PDB India tumbuh 7,4% pada 2022-2023: FICCI Economic Outlook Survey

4 April 2022

NEW DELHI – Produk domestik bruto (PDB) India diperkirakan akan tumbuh 7,4 persen pada tahun fiskal saat ini 2022-2023, menurut Survei Prospek Ekonomi FICCI.
Prakiraan pertumbuhan di bidang pertanian dan kegiatan terkait ditetapkan sebesar 3,3 persen untuk 2022-23, sementara sektor industri dan jasa akan tumbuh masing-masing sebesar 5,9 persen dan 8,5 persen selama tahun keuangan.

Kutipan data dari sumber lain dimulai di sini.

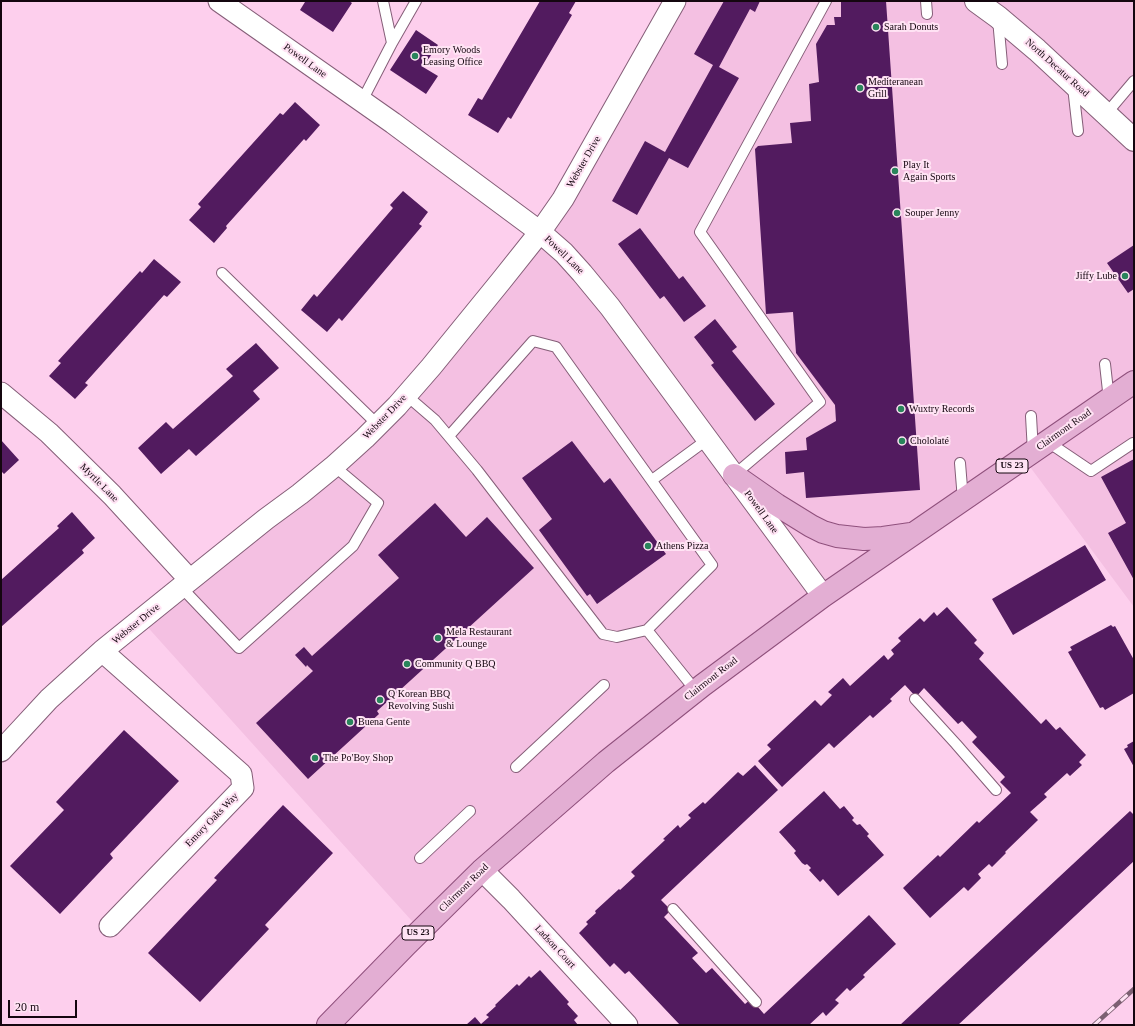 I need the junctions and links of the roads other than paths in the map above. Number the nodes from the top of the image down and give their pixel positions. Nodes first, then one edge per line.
1 (219, 1) edge
2 (384, 1) edge
3 (416, 1) edge
4 (675, 1) edge
5 (826, 1) edge
6 (926, 1) edge
7 (976, 1) edge
8 (927, 14) dead end
9 (998, 17) junction
10 (392, 43) junction
11 (1002, 64) dead end
12 (1134, 81) edge
13 (1072, 82) junction
14 (362, 101) junction
15 (1106, 114) junction
16 (1078, 131) dead end
17 (1134, 140) edge
18 (540, 232) junction
19 (222, 273) dead end
20 (1104, 364) dead end
21 (1134, 382) edge
22 (1, 393) edge
23 (406, 395) junction
24 (1109, 400) junction
25 (1031, 416) dead end
26 (378, 425) junction
27 (449, 436) junction
28 (708, 439) junction
29 (1133, 443) dead end
30 (1040, 447) junction
31 (960, 463) dead end
32 (334, 466) junction
33 (734, 475) junction
34 (652, 480) junction
35 (963, 500) junction
36 (916, 533) junction
37 (186, 583) junction
38 (823, 596) junction
39 (648, 630) junction
40 (102, 651) junction
41 (604, 685) dead end
42 (696, 691) junction
43 (915, 699) dead end
44 (1, 751) edge
45 (516, 767) dead end
46 (996, 790) dead end
47 (470, 811) dead end
48 (420, 858) dead end
49 (482, 870) junction
50 (673, 909) dead end
51 (110, 926) dead end
52 (756, 1002) dead end
53 (328, 1025) edge
54 (628, 1025) edge

1 - 14 street, Powell Lane
2 - 10 lane
3 - 10 lane
4 - 18 street, Webster Drive
5 - 33 lane
6 - 8 lane
7 - 9 main road, North Decatur Road
9 - 11 lane
9 - 13 main road, North Decatur Road
10 - 14 lane
12 - 15 lane
13 - 15 main road, North Decatur Road
13 - 16 lane
14 - 18 street, Powell Lane
15 - 17 main road, North Decatur Road
18 - 23 street, Webster Drive
18 - 28 street, Powell Lane
19 - 26 lane
20 - 24 lane
21 - 24 main road, Clairmont Road / US 23
22 - 37 street, Myrtle Lane
23 - 26 street, Webster Drive
23 - 27 lane
24 - 30 main road, Clairmont Road / US 23
25 - 30 lane
26 - 32 street, Webster Drive
27 - 34 lane
27 - 39 lane
28 - 33 street, Powell Lane
28 - 34 lane
29 - 30 lane
30 - 35 main road, Clairmont Road / US 23
31 - 35 lane
32 - 37 street, Webster Drive
32 - 37 lane
33 - 36 main road
33 - 38 street, Powell Lane
34 - 39 lane
35 - 36 main road, Clairmont Road / US 23
36 - 38 main road, Clairmont Road / US 23
37 - 40 street, Webster Drive
38 - 42 main road, Clairmont Road / US 23
39 - 42 lane
40 - 44 street, Webster Drive
40 - 51 street, Emory Oaks Way
41 - 45 lane
42 - 49 main road, Clairmont Road / US 23
43 - 46 lane
47 - 48 lane
49 - 53 main road, Clairmont Road / US 23
49 - 54 street, Ladson Court
50 - 52 lane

Namun, dikatakan “risiko penurunan pertumbuhan terus meningkat. Sementara ancaman pandemi tetap mengemuka, berlanjutnya konflik antara Rusia dan Ukraina menimbulkan tantangan signifikan bagi pemulihan global.”
Putaran terakhir Survei Prospek Ekonomi FICCI memproyeksikan perkiraan pertumbuhan PDB rata-rata tahunan untuk 2022-2023 sebesar 7,4 persen – dengan perkiraan pertumbuhan minimum dan maksimum masing-masing sebesar 6,0 persen dan 7,8 persen.
Putaran Survei Prospek Ekonomi FICCI saat ini dilakukan pada Maret 2022 dan menarik tanggapan dari para ekonom terkemuka yang mewakili sektor industri, perbankan, dan jasa keuangan. Para ekonom diminta untuk memberikan prakiraan untuk variabel ekonomi makro utama untuk tahun 2022-23 dan untuk kuartal Q4 (Januari-Maret) FY22 dan Q1 (April-Juni) FY23.
Konflik yang terjadi saat ini diperkirakan akan semakin memperparah kenaikan harga komoditas impor. Perkiraan rata-rata inflasi berbasis indeks harga grosir pada triwulan IV 2021-2022 ditetapkan sebesar 12,6 persen.
Inflasi berbasis IHK diproyeksikan sebesar 6,0 persen pada Q4 2021-22 dan 5,5 persen pada Q1 2022-23; dan memiliki perkiraan median 5,3 persen untuk 2022-23, dengan kisaran minimum dan maksimum masing-masing 5,0 persen dan 5,7 persen.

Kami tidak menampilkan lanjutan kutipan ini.